日本の血液事業が、日本赤十字社中央血液センター(日本赤十字社血液銀行東京事業所)の開設から50周年を迎えた。

2003年(平成15年)

7月30日に「安全な血液製剤の安定供給の確保等に関する法律」(新血液法)が施行された。

2004年(平成16年)

血液事業の安全対策の充実強化に向けて、血液事業に関する権限の責任を明確にするとともにあらゆる事態に機動的に対応できる組織体制を構築するため、10月1日に血液事業本部を設置。

血小板製剤の保存前白血球除去開始。

2005年(平成17年)

血液製剤による変異型クロイツフェルト・ヤコブ病(vCJD)の伝播の防止に最大限努めつつ、一方で、vCJD対策の献血制限が国民の医療に支障を来さないよう国とも連携し、献血の推進等を図ることを目的とし、社長を本部長とする献血推進本部を設置。

2006年(平成18年)

10月1日から献血カードを全国で導入。

血小板製剤の初流血除去開始。

2007年(平成19年)

全血由来製剤の保存前白血球除去、初流血除去開始。

11月14日供給の血小板製剤より、有効期間を「採血後72時間以内」から「採血後4日間」に延長。

2008年(平成20年)

日本赤十字社九州血液センターを新たに開設。
今後の血液事業は、より安全性の高い血液製剤と安定した供給を求められていることから、新しい高度な検査機器を導入して、平成20年1月より九州・沖縄8県の献血血液の検査業務を開始し、平成20年3月からは、九州7県で献血された血液を各県の枠組みを超えて九州血液センターに集め、血液製剤を製造。
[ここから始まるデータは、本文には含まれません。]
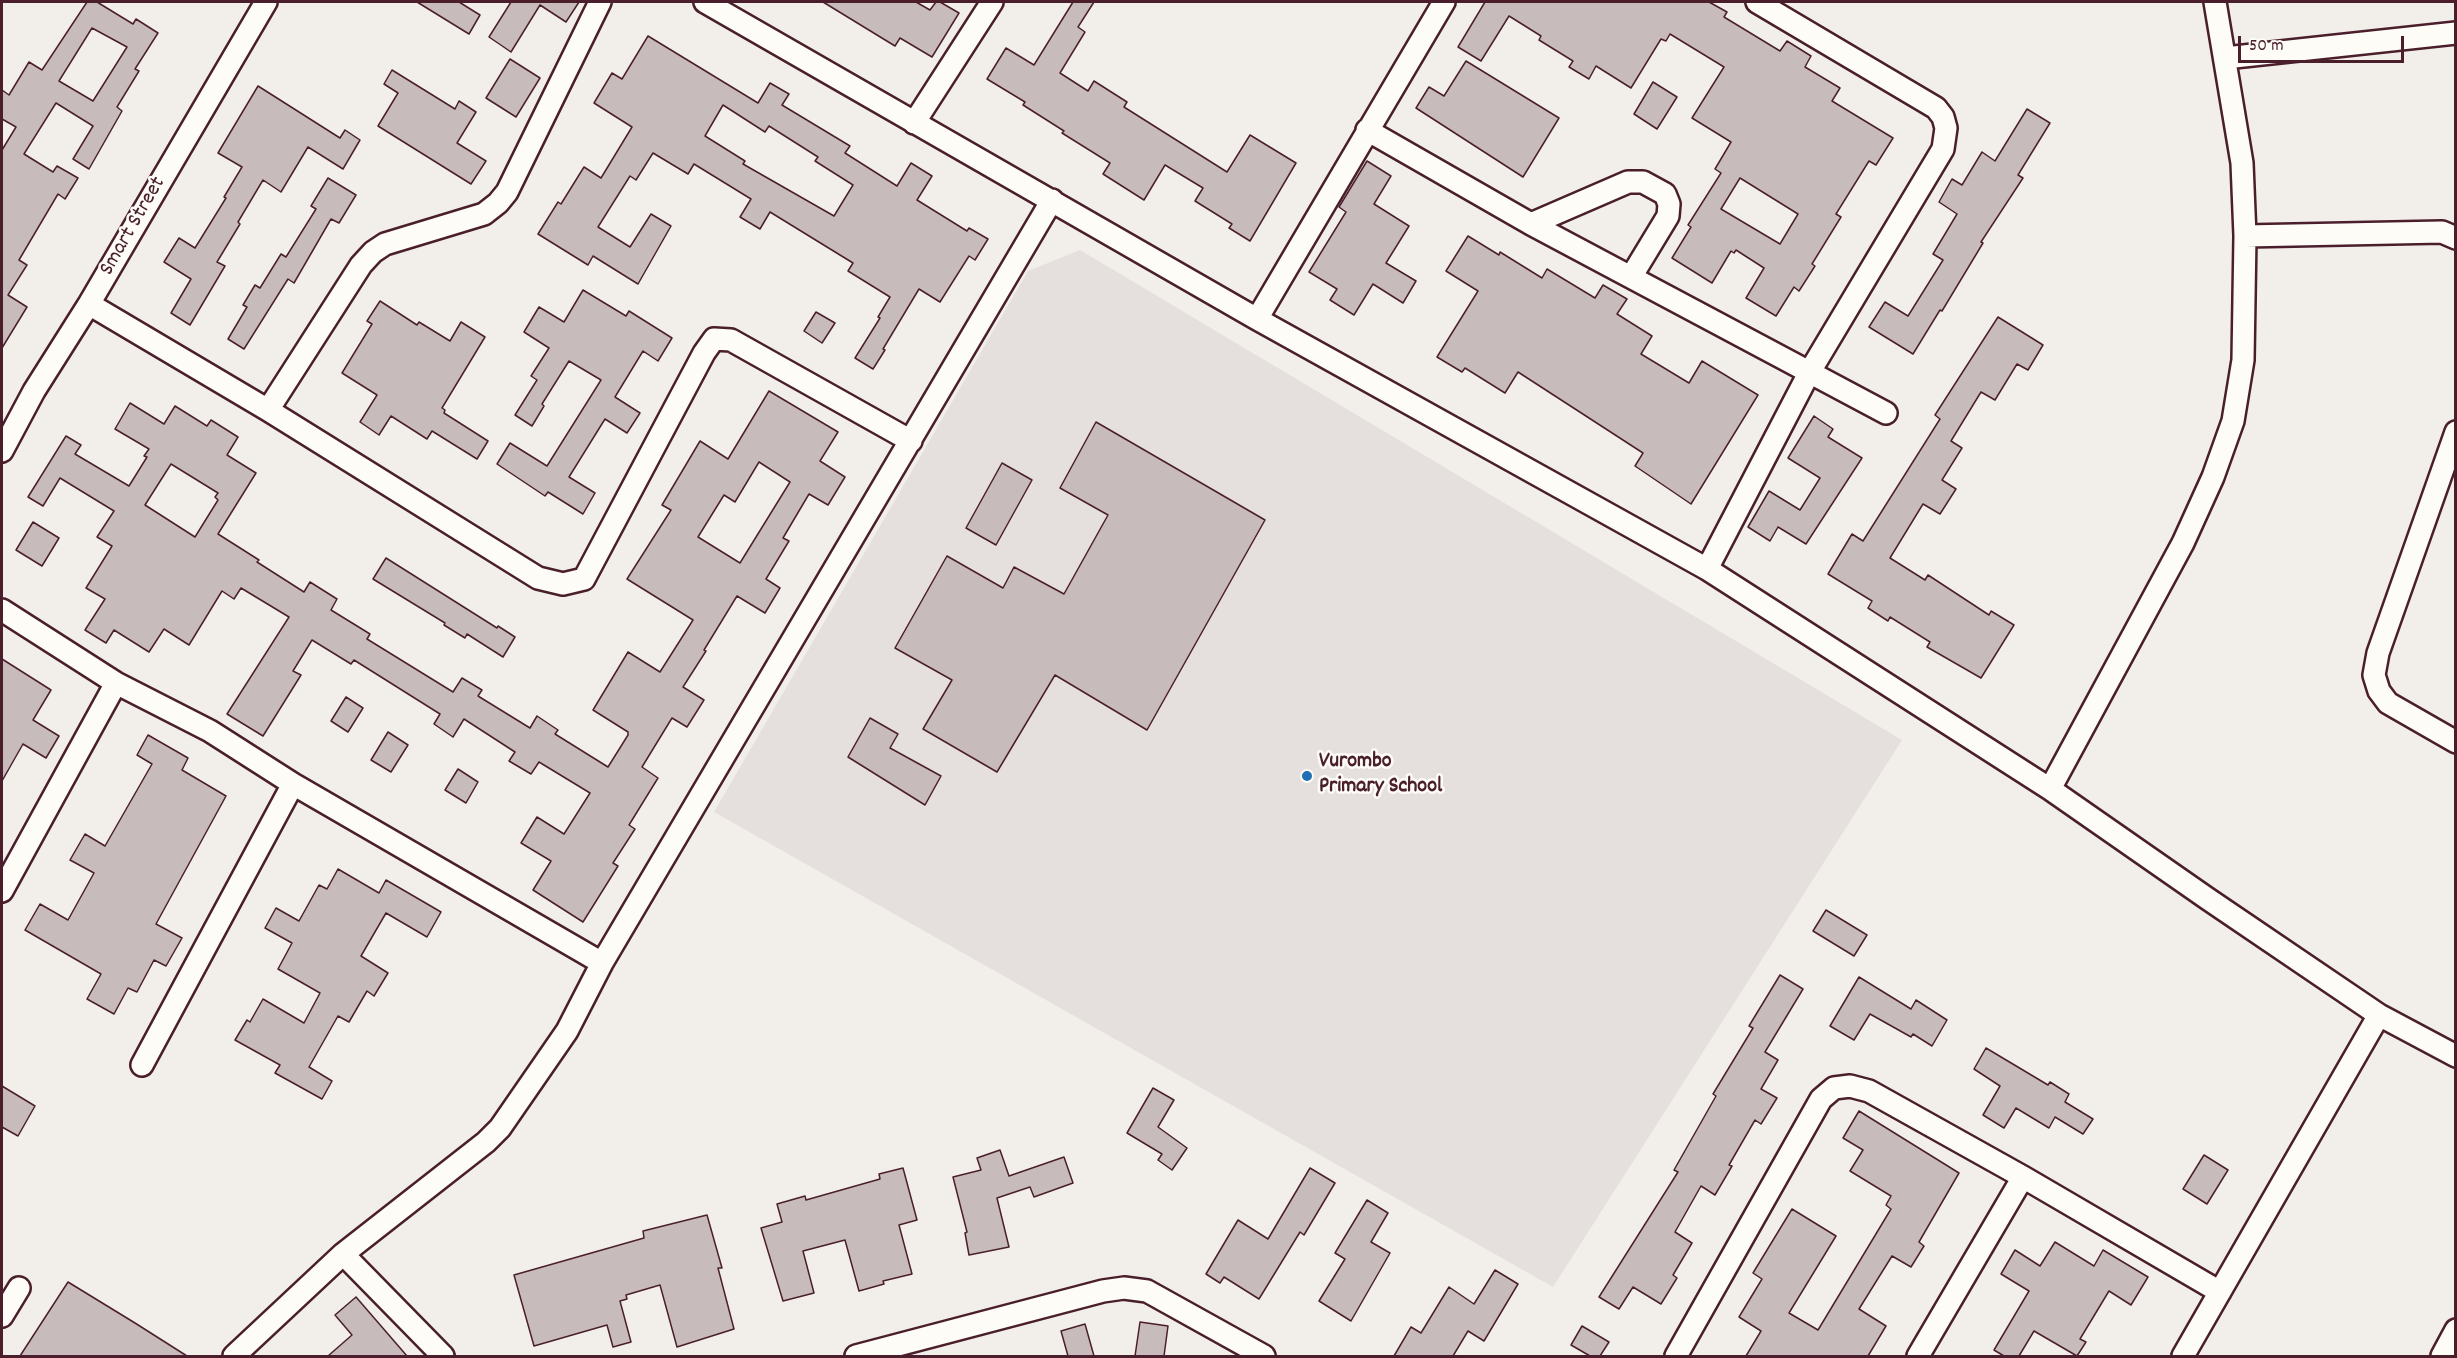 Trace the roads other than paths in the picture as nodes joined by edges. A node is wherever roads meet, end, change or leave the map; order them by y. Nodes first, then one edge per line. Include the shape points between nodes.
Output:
1 (266, 2) edge
2 (600, 2) edge
3 (705, 2) edge
4 (992, 2) edge
5 (1444, 2) edge
6 (1757, 2) edge
7 (2215, 2) edge
8 (2456, 33) edge
9 (2225, 58) junction
10 (914, 123) junction
11 (1367, 130) junction
12 (1052, 200) junction
13 (1531, 224) junction
14 (2245, 236) junction
15 (2456, 238) edge
16 (1631, 277) junction
17 (89, 304) junction
18 (1257, 319) junction
19 (1809, 373) junction
20 (268, 410) junction
21 (1886, 413) dead end
22 (2456, 432) edge
23 (911, 441) junction
24 (2, 451) edge
25 (1707, 569) junction
26 (2, 610) edge
27 (116, 683) junction
28 (2456, 742) edge
29 (293, 784) junction
30 (2050, 789) junction
31 (2, 891) edge
32 (602, 963) junction
33 (2379, 1014) junction
34 (2456, 1056) edge
35 (142, 1065) dead end
36 (2023, 1177) junction
37 (344, 1254) junction
38 (19, 1288) dead end
39 (2220, 1292) junction
40 (2, 1316) edge
41 (2456, 1330) edge
42 (234, 1356) edge
43 (443, 1356) edge
44 (856, 1356) edge
45 (1264, 1356) edge
46 (1676, 1356) edge
47 (1918, 1356) edge
48 (2183, 1356) edge
49 (2442, 1356) edge

1 - 17 street, Smart Street
2 - 20 street via 503,198 484,213 385,244 373,252
3 - 10 street
4 - 10 street
5 - 11 street
6 - 19 street via 1936,108 1946,128 1943,148
7 - 9 street
8 - 9 street
9 - 14 street via 2242,164
10 - 12 street
11 - 13 street
11 - 18 street
12 - 18 street
12 - 23 street
13 - 16 street
13 - 16 street via 1628,182 1643,182 1665,194 1668,216
14 - 15 street via 2442,232
14 - 30 street via 2243,360 2229,432 2183,543
16 - 19 street
17 - 20 street
17 - 24 street, Smart Street via 34,391
18 - 25 street
19 - 21 street
19 - 25 street
20 - 23 street via 538,578 563,584 584,579 714,339 731,340
22 - 28 street via 2378,653 2374,675 2388,703
23 - 32 street
25 - 30 street
26 - 27 street
27 - 29 street via 210,731
27 - 31 street
29 - 32 street
29 - 35 street
30 - 33 street
32 - 37 street via 567,1031 493,1136
33 - 34 street
33 - 39 street
36 - 39 street
36 - 46 street via 1869,1091 1850,1086 1834,1088 1821,1099
36 - 47 street
37 - 42 street
37 - 43 street
38 - 40 street
39 - 48 street
41 - 49 street
44 - 45 street via 1124,1288 1147,1291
12月から九州血液センター(福岡県久留米市)でNATを開始。

2009年(平成21年)

3月14日から糖尿病関連の検査(グリコアルブミン検査)を開始。

2010年(平成22年)

変異型クロイツフェルト・ヤコブ病(vCJD)対策の献血制限を、1月27日より緩和。

12月28日から200mL全血献血者の方にも、血球計数検査結果の通知を開始。

2011年(平成23年)

4月1日から、男性に限り400mL全血献血が可能な方の年齢の下限を18歳から17歳に引き下げるなど、採血基準が一部改正された。

複数回献血クラブ会員の会員特典として、新たな複数回献血クラブ会員専用の献血カードを導入。

2012年(平成24年)

4月1日から、広域事業運営体制を開始。

10月1日から日本赤十字社と田辺三菱製薬株式会社が持つ血漿分画事業を統合して設立した、一般社団法人日本血液製剤機構が事業を開始。

2013年(平成25年)

9月3日から成分採血由来の新鮮凍結血漿の容量を450mLから480mLに変更。3つの製剤規格の容量を整数倍へ(120mL、240mL、480mL)。

2014年(平成26年)

更なる安全性向上のため、8月1日より、献血者1人分の血液ごとにNATを行う「個別NAT」を全国8カ所の検査施設で実施。

2016年(平成28年)

8月22日からシャーガス病に対する安全対策として、献血時の問診で中南米滞在歴等があると申告された献血者の血液についてT.cruzi抗体検査を導入。

2017年(平成29年)

4月1日から血小板成分献血の採血量の上限を600mLに変更。

2018年(平成30年)

4月1日から採血不適者の要件である総採血量及び総回数の算定期間を「過去1年間」から「過去52週間」に改めた。

2020年(令和2年)

8月5日採血分から、輸血用血液の安全性向上のため、全国一斉にE型肝炎検査(HEV NAT検査)を導入。

9月1日から採血基準が一部改正され、血圧、脈拍、体温が新たに定められた。